Would you please restate every record exactly as written?

Material for this task –
______________________________
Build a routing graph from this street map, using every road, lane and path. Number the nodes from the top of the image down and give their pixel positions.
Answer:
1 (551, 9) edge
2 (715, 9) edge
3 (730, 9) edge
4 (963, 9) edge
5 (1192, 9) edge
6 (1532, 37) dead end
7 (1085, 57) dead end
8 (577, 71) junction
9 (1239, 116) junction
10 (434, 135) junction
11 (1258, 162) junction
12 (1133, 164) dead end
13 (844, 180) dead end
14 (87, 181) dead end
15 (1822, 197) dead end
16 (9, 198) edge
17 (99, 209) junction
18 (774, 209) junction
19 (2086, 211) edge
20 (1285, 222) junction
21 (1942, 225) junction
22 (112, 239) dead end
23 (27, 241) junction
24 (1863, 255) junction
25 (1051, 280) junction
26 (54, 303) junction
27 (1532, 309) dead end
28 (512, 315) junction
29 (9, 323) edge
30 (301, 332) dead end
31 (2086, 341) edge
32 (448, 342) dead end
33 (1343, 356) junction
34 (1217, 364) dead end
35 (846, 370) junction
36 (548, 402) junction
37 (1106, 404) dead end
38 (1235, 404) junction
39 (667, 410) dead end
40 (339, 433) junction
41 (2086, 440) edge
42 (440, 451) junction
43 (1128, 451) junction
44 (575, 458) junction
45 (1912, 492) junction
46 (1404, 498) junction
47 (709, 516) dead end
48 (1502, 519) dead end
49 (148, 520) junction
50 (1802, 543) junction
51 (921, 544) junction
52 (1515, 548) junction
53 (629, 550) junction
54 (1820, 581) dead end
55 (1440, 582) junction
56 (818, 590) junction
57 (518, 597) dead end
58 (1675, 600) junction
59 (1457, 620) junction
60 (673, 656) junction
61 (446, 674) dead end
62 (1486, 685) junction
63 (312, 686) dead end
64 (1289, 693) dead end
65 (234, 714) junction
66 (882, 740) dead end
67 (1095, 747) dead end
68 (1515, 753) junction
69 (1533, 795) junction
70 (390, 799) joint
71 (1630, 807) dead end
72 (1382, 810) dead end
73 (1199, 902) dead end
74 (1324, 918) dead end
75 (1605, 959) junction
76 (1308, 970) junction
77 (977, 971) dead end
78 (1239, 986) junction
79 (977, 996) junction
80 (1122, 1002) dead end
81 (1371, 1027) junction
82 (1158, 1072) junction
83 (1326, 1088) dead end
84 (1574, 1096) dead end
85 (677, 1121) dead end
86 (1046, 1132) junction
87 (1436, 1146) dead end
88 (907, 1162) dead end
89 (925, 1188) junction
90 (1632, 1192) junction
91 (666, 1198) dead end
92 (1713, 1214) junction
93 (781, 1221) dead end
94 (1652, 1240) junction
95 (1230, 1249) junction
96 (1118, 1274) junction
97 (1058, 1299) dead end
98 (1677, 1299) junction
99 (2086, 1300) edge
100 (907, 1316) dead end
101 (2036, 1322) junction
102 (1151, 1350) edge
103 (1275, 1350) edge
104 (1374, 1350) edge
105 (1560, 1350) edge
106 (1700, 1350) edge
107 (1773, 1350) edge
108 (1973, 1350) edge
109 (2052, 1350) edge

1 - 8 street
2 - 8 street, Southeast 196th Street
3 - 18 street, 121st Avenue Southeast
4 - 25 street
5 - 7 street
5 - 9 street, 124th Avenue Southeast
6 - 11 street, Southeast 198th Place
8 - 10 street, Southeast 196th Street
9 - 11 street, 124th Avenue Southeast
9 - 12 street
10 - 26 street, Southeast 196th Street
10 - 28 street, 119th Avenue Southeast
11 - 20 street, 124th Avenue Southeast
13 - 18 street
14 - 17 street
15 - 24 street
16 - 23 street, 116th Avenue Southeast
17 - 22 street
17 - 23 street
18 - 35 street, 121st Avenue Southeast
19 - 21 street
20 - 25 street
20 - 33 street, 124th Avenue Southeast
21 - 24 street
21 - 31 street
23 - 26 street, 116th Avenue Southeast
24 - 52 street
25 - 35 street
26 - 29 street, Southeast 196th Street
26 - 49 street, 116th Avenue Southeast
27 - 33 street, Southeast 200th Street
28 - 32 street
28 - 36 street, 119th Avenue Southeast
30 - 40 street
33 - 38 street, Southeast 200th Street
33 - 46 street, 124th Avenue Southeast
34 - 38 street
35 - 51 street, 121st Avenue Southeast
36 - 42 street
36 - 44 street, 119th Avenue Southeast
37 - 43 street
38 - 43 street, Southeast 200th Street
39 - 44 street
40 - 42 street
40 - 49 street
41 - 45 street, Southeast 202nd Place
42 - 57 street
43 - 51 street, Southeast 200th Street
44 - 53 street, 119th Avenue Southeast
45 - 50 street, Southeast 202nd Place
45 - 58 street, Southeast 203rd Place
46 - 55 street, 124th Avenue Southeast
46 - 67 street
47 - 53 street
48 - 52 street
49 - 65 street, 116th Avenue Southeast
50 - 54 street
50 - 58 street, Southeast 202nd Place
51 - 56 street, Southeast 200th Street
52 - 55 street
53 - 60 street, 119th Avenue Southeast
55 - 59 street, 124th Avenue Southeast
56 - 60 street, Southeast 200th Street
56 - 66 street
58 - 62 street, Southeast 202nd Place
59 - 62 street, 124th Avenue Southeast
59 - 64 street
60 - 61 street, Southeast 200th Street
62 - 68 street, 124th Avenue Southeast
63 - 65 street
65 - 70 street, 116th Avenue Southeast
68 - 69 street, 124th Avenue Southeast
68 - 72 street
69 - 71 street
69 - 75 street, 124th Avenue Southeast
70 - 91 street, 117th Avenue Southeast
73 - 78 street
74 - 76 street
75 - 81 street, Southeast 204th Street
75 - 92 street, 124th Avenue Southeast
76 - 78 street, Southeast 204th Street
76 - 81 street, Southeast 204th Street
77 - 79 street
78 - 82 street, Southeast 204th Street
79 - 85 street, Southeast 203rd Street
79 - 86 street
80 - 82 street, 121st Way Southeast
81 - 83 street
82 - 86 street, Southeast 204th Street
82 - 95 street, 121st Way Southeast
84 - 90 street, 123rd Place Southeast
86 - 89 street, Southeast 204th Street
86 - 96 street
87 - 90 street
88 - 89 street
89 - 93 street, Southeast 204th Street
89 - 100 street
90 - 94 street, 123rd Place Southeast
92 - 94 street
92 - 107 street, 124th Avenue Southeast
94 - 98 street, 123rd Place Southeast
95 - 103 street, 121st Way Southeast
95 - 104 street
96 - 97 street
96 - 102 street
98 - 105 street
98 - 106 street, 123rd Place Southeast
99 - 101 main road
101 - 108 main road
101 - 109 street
______________________________
Response below –
Build a routing graph from this street map, using every road, lane and path. Number the nodes from the top of the image down and give their pixel positions.
Answer:
1 (551, 9) edge
2 (715, 9) edge
3 (730, 9) edge
4 (963, 9) edge
5 (1192, 9) edge
6 (1532, 37) dead end
7 (1085, 57) dead end
8 (577, 71) junction
9 (1239, 116) junction
10 (434, 135) junction
11 (1258, 162) junction
12 (1133, 164) dead end
13 (844, 180) dead end
14 (87, 181) dead end
15 (1822, 197) dead end
16 (9, 198) edge
17 (99, 209) junction
18 (774, 209) junction
19 (2086, 211) edge
20 (1285, 222) junction
21 (1942, 225) junction
22 (112, 239) dead end
23 (27, 241) junction
24 (1863, 255) junction
25 (1051, 280) junction
26 (54, 303) junction
27 (1532, 309) dead end
28 (512, 315) junction
29 (9, 323) edge
30 (301, 332) dead end
31 (2086, 341) edge
32 (448, 342) dead end
33 (1343, 356) junction
34 (1217, 364) dead end
35 (846, 370) junction
36 (548, 402) junction
37 (1106, 404) dead end
38 (1235, 404) junction
39 (667, 410) dead end
40 (339, 433) junction
41 (2086, 440) edge
42 (440, 451) junction
43 (1128, 451) junction
44 (575, 458) junction
45 (1912, 492) junction
46 (1404, 498) junction
47 (709, 516) dead end
48 (1502, 519) dead end
49 (148, 520) junction
50 (1802, 543) junction
51 (921, 544) junction
52 (1515, 548) junction
53 (629, 550) junction
54 (1820, 581) dead end
55 (1440, 582) junction
56 (818, 590) junction
57 (518, 597) dead end
58 (1675, 600) junction
59 (1457, 620) junction
60 (673, 656) junction
61 (446, 674) dead end
62 (1486, 685) junction
63 (312, 686) dead end
64 (1289, 693) dead end
65 (234, 714) junction
66 (882, 740) dead end
67 (1095, 747) dead end
68 (1515, 753) junction
69 (1533, 795) junction
70 (390, 799) joint
71 (1630, 807) dead end
72 (1382, 810) dead end
73 (1199, 902) dead end
74 (1324, 918) dead end
75 (1605, 959) junction
76 (1308, 970) junction
77 (977, 971) dead end
78 (1239, 986) junction
79 (977, 996) junction
80 (1122, 1002) dead end
81 (1371, 1027) junction
82 (1158, 1072) junction
83 (1326, 1088) dead end
84 (1574, 1096) dead end
85 (677, 1121) dead end
86 (1046, 1132) junction
87 (1436, 1146) dead end
88 (907, 1162) dead end
89 (925, 1188) junction
90 (1632, 1192) junction
91 (666, 1198) dead end
92 (1713, 1214) junction
93 (781, 1221) dead end
94 (1652, 1240) junction
95 (1230, 1249) junction
96 (1118, 1274) junction
97 (1058, 1299) dead end
98 (1677, 1299) junction
99 (2086, 1300) edge
100 (907, 1316) dead end
101 (2036, 1322) junction
102 (1151, 1350) edge
103 (1275, 1350) edge
104 (1374, 1350) edge
105 (1560, 1350) edge
106 (1700, 1350) edge
107 (1773, 1350) edge
108 (1973, 1350) edge
109 (2052, 1350) edge

1 - 8 street
2 - 8 street, Southeast 196th Street
3 - 18 street, 121st Avenue Southeast
4 - 25 street
5 - 7 street
5 - 9 street, 124th Avenue Southeast
6 - 11 street, Southeast 198th Place
8 - 10 street, Southeast 196th Street
9 - 11 street, 124th Avenue Southeast
9 - 12 street
10 - 26 street, Southeast 196th Street
10 - 28 street, 119th Avenue Southeast
11 - 20 street, 124th Avenue Southeast
13 - 18 street
14 - 17 street
15 - 24 street
16 - 23 street, 116th Avenue Southeast
17 - 22 street
17 - 23 street
18 - 35 street, 121st Avenue Southeast
19 - 21 street
20 - 25 street
20 - 33 street, 124th Avenue Southeast
21 - 24 street
21 - 31 street
23 - 26 street, 116th Avenue Southeast
24 - 52 street
25 - 35 street
26 - 29 street, Southeast 196th Street
26 - 49 street, 116th Avenue Southeast
27 - 33 street, Southeast 200th Street
28 - 32 street
28 - 36 street, 119th Avenue Southeast
30 - 40 street
33 - 38 street, Southeast 200th Street
33 - 46 street, 124th Avenue Southeast
34 - 38 street
35 - 51 street, 121st Avenue Southeast
36 - 42 street
36 - 44 street, 119th Avenue Southeast
37 - 43 street
38 - 43 street, Southeast 200th Street
39 - 44 street
40 - 42 street
40 - 49 street
41 - 45 street, Southeast 202nd Place
42 - 57 street
43 - 51 street, Southeast 200th Street
44 - 53 street, 119th Avenue Southeast
45 - 50 street, Southeast 202nd Place
45 - 58 street, Southeast 203rd Place
46 - 55 street, 124th Avenue Southeast
46 - 67 street
47 - 53 street
48 - 52 street
49 - 65 street, 116th Avenue Southeast
50 - 54 street
50 - 58 street, Southeast 202nd Place
51 - 56 street, Southeast 200th Street
52 - 55 street
53 - 60 street, 119th Avenue Southeast
55 - 59 street, 124th Avenue Southeast
56 - 60 street, Southeast 200th Street
56 - 66 street
58 - 62 street, Southeast 202nd Place
59 - 62 street, 124th Avenue Southeast
59 - 64 street
60 - 61 street, Southeast 200th Street
62 - 68 street, 124th Avenue Southeast
63 - 65 street
65 - 70 street, 116th Avenue Southeast
68 - 69 street, 124th Avenue Southeast
68 - 72 street
69 - 71 street
69 - 75 street, 124th Avenue Southeast
70 - 91 street, 117th Avenue Southeast
73 - 78 street
74 - 76 street
75 - 81 street, Southeast 204th Street
75 - 92 street, 124th Avenue Southeast
76 - 78 street, Southeast 204th Street
76 - 81 street, Southeast 204th Street
77 - 79 street
78 - 82 street, Southeast 204th Street
79 - 85 street, Southeast 203rd Street
79 - 86 street
80 - 82 street, 121st Way Southeast
81 - 83 street
82 - 86 street, Southeast 204th Street
82 - 95 street, 121st Way Southeast
84 - 90 street, 123rd Place Southeast
86 - 89 street, Southeast 204th Street
86 - 96 street
87 - 90 street
88 - 89 street
89 - 93 street, Southeast 204th Street
89 - 100 street
90 - 94 street, 123rd Place Southeast
92 - 94 street
92 - 107 street, 124th Avenue Southeast
94 - 98 street, 123rd Place Southeast
95 - 103 street, 121st Way Southeast
95 - 104 street
96 - 97 street
96 - 102 street
98 - 105 street
98 - 106 street, 123rd Place Southeast
99 - 101 main road
101 - 108 main road
101 - 109 street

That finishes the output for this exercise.